▶ **Data for the task**
☆ ☆ ☆ ☆ ☆

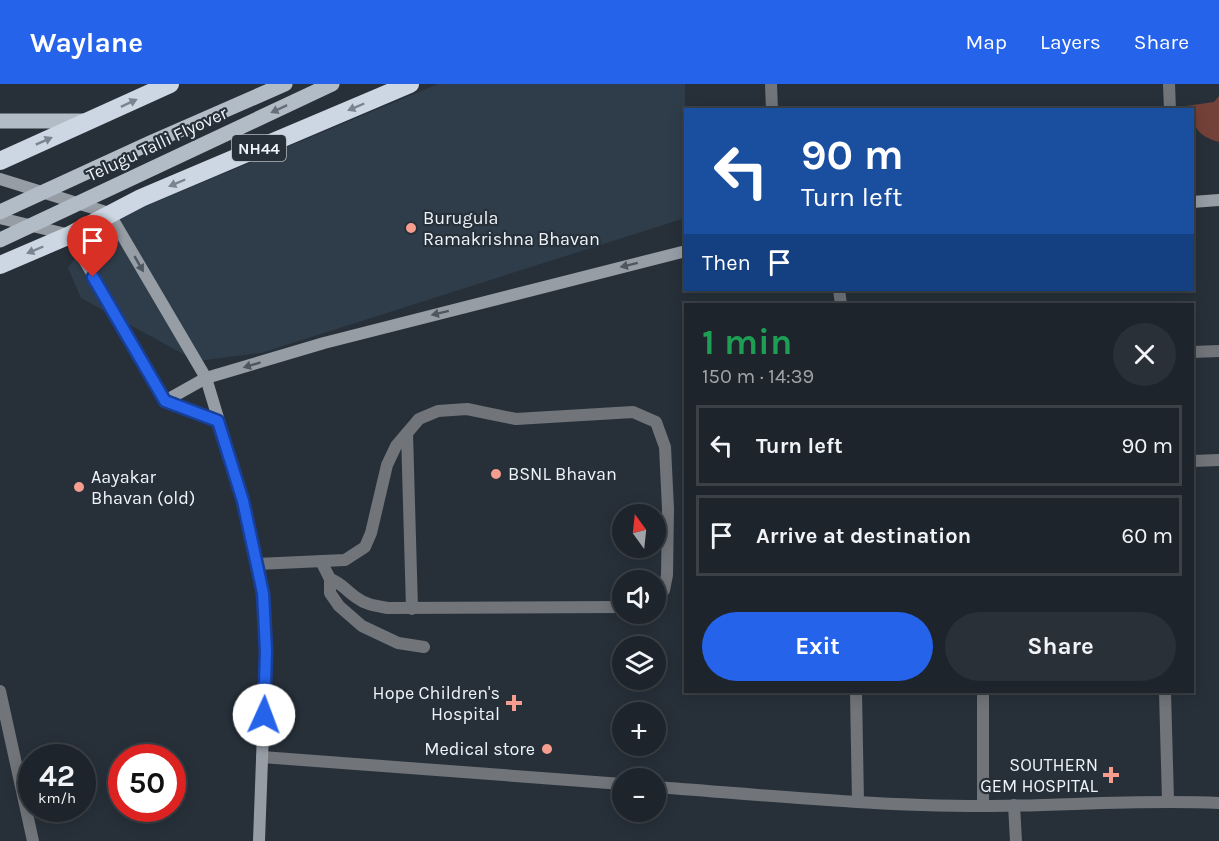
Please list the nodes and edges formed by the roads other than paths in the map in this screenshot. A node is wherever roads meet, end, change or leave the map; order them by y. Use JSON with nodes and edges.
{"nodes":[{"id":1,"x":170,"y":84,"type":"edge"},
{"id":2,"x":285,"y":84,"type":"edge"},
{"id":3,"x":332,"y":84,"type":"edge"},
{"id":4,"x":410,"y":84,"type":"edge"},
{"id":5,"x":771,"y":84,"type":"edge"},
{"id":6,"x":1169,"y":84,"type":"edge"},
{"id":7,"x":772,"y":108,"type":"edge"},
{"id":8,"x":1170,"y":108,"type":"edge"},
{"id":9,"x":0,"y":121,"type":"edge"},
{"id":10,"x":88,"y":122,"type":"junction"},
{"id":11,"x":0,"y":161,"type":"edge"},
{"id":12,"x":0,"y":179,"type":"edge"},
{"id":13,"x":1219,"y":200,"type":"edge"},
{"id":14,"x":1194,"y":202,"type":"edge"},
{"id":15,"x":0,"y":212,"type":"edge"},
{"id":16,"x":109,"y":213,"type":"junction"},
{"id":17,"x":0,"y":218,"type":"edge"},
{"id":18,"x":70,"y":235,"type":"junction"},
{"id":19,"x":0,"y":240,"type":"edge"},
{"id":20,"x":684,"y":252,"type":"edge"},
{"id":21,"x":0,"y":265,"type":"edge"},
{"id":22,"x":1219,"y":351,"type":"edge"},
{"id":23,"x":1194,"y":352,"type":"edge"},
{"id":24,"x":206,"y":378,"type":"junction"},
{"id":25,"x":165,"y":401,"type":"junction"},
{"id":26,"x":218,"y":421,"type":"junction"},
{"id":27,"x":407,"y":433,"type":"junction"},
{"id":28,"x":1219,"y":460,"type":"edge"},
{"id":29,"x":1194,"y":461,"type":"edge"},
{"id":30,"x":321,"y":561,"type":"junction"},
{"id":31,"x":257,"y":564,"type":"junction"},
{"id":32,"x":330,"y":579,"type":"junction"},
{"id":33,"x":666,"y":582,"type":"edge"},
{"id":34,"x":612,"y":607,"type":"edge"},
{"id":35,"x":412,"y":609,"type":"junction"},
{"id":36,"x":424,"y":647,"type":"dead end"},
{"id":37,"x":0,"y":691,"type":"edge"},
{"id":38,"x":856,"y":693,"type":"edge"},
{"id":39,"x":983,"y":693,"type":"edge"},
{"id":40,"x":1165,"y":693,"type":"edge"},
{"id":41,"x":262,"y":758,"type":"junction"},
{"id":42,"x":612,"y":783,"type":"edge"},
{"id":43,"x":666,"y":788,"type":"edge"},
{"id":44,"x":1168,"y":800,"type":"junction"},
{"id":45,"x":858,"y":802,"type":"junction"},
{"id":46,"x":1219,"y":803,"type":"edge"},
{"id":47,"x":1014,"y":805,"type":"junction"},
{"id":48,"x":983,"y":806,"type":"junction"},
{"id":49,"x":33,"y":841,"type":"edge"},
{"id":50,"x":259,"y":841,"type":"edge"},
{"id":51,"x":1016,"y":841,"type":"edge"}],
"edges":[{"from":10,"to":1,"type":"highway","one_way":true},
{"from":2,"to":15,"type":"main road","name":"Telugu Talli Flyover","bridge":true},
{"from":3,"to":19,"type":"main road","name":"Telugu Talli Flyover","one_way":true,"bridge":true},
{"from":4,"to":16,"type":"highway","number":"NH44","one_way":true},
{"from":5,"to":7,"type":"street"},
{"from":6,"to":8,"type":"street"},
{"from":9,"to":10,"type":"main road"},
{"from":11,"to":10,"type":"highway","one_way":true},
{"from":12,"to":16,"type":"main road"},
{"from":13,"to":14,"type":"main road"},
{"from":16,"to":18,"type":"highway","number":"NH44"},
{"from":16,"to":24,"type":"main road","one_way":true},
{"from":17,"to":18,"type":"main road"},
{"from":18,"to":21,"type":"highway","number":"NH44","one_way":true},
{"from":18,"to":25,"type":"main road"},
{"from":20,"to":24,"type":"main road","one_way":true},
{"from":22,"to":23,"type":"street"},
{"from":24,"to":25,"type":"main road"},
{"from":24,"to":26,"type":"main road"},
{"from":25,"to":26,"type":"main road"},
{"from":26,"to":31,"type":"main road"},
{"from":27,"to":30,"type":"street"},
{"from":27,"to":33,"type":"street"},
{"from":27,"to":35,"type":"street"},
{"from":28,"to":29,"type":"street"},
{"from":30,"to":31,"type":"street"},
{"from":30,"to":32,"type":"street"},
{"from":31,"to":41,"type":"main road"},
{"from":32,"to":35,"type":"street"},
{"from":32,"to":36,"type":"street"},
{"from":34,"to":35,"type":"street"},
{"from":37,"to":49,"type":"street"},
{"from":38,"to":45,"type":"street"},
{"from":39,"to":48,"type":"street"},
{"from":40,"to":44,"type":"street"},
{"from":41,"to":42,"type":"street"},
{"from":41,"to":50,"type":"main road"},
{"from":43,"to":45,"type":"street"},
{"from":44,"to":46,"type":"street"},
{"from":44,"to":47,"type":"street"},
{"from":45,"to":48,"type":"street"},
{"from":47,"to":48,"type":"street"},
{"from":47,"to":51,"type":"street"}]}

☆ ☆ ☆ ☆ ☆

▶ **Task description**
Write every entry out again exactly, dropping the pictures.

▶ **Response to this exercise**
Please list the nodes and edges formed by the roads other than paths in the map in this screenshot. A node is wherever roads meet, end, change or leave the map; order them by y. Use JSON with nodes and edges.
{"nodes":[{"id":1,"x":170,"y":84,"type":"edge"},
{"id":2,"x":285,"y":84,"type":"edge"},
{"id":3,"x":332,"y":84,"type":"edge"},
{"id":4,"x":410,"y":84,"type":"edge"},
{"id":5,"x":771,"y":84,"type":"edge"},
{"id":6,"x":1169,"y":84,"type":"edge"},
{"id":7,"x":772,"y":108,"type":"edge"},
{"id":8,"x":1170,"y":108,"type":"edge"},
{"id":9,"x":0,"y":121,"type":"edge"},
{"id":10,"x":88,"y":122,"type":"junction"},
{"id":11,"x":0,"y":161,"type":"edge"},
{"id":12,"x":0,"y":179,"type":"edge"},
{"id":13,"x":1219,"y":200,"type":"edge"},
{"id":14,"x":1194,"y":202,"type":"edge"},
{"id":15,"x":0,"y":212,"type":"edge"},
{"id":16,"x":109,"y":213,"type":"junction"},
{"id":17,"x":0,"y":218,"type":"edge"},
{"id":18,"x":70,"y":235,"type":"junction"},
{"id":19,"x":0,"y":240,"type":"edge"},
{"id":20,"x":684,"y":252,"type":"edge"},
{"id":21,"x":0,"y":265,"type":"edge"},
{"id":22,"x":1219,"y":351,"type":"edge"},
{"id":23,"x":1194,"y":352,"type":"edge"},
{"id":24,"x":206,"y":378,"type":"junction"},
{"id":25,"x":165,"y":401,"type":"junction"},
{"id":26,"x":218,"y":421,"type":"junction"},
{"id":27,"x":407,"y":433,"type":"junction"},
{"id":28,"x":1219,"y":460,"type":"edge"},
{"id":29,"x":1194,"y":461,"type":"edge"},
{"id":30,"x":321,"y":561,"type":"junction"},
{"id":31,"x":257,"y":564,"type":"junction"},
{"id":32,"x":330,"y":579,"type":"junction"},
{"id":33,"x":666,"y":582,"type":"edge"},
{"id":34,"x":612,"y":607,"type":"edge"},
{"id":35,"x":412,"y":609,"type":"junction"},
{"id":36,"x":424,"y":647,"type":"dead end"},
{"id":37,"x":0,"y":691,"type":"edge"},
{"id":38,"x":856,"y":693,"type":"edge"},
{"id":39,"x":983,"y":693,"type":"edge"},
{"id":40,"x":1165,"y":693,"type":"edge"},
{"id":41,"x":262,"y":758,"type":"junction"},
{"id":42,"x":612,"y":783,"type":"edge"},
{"id":43,"x":666,"y":788,"type":"edge"},
{"id":44,"x":1168,"y":800,"type":"junction"},
{"id":45,"x":858,"y":802,"type":"junction"},
{"id":46,"x":1219,"y":803,"type":"edge"},
{"id":47,"x":1014,"y":805,"type":"junction"},
{"id":48,"x":983,"y":806,"type":"junction"},
{"id":49,"x":33,"y":841,"type":"edge"},
{"id":50,"x":259,"y":841,"type":"edge"},
{"id":51,"x":1016,"y":841,"type":"edge"}],
"edges":[{"from":10,"to":1,"type":"highway","one_way":true},
{"from":2,"to":15,"type":"main road","name":"Telugu Talli Flyover","bridge":true},
{"from":3,"to":19,"type":"main road","name":"Telugu Talli Flyover","one_way":true,"bridge":true},
{"from":4,"to":16,"type":"highway","number":"NH44","one_way":true},
{"from":5,"to":7,"type":"street"},
{"from":6,"to":8,"type":"street"},
{"from":9,"to":10,"type":"main road"},
{"from":11,"to":10,"type":"highway","one_way":true},
{"from":12,"to":16,"type":"main road"},
{"from":13,"to":14,"type":"main road"},
{"from":16,"to":18,"type":"highway","number":"NH44"},
{"from":16,"to":24,"type":"main road","one_way":true},
{"from":17,"to":18,"type":"main road"},
{"from":18,"to":21,"type":"highway","number":"NH44","one_way":true},
{"from":18,"to":25,"type":"main road"},
{"from":20,"to":24,"type":"main road","one_way":true},
{"from":22,"to":23,"type":"street"},
{"from":24,"to":25,"type":"main road"},
{"from":24,"to":26,"type":"main road"},
{"from":25,"to":26,"type":"main road"},
{"from":26,"to":31,"type":"main road"},
{"from":27,"to":30,"type":"street"},
{"from":27,"to":33,"type":"street"},
{"from":27,"to":35,"type":"street"},
{"from":28,"to":29,"type":"street"},
{"from":30,"to":31,"type":"street"},
{"from":30,"to":32,"type":"street"},
{"from":31,"to":41,"type":"main road"},
{"from":32,"to":35,"type":"street"},
{"from":32,"to":36,"type":"street"},
{"from":34,"to":35,"type":"street"},
{"from":37,"to":49,"type":"street"},
{"from":38,"to":45,"type":"street"},
{"from":39,"to":48,"type":"street"},
{"from":40,"to":44,"type":"street"},
{"from":41,"to":42,"type":"street"},
{"from":41,"to":50,"type":"main road"},
{"from":43,"to":45,"type":"street"},
{"from":44,"to":46,"type":"street"},
{"from":44,"to":47,"type":"street"},
{"from":45,"to":48,"type":"street"},
{"from":47,"to":48,"type":"street"},
{"from":47,"to":51,"type":"street"}]}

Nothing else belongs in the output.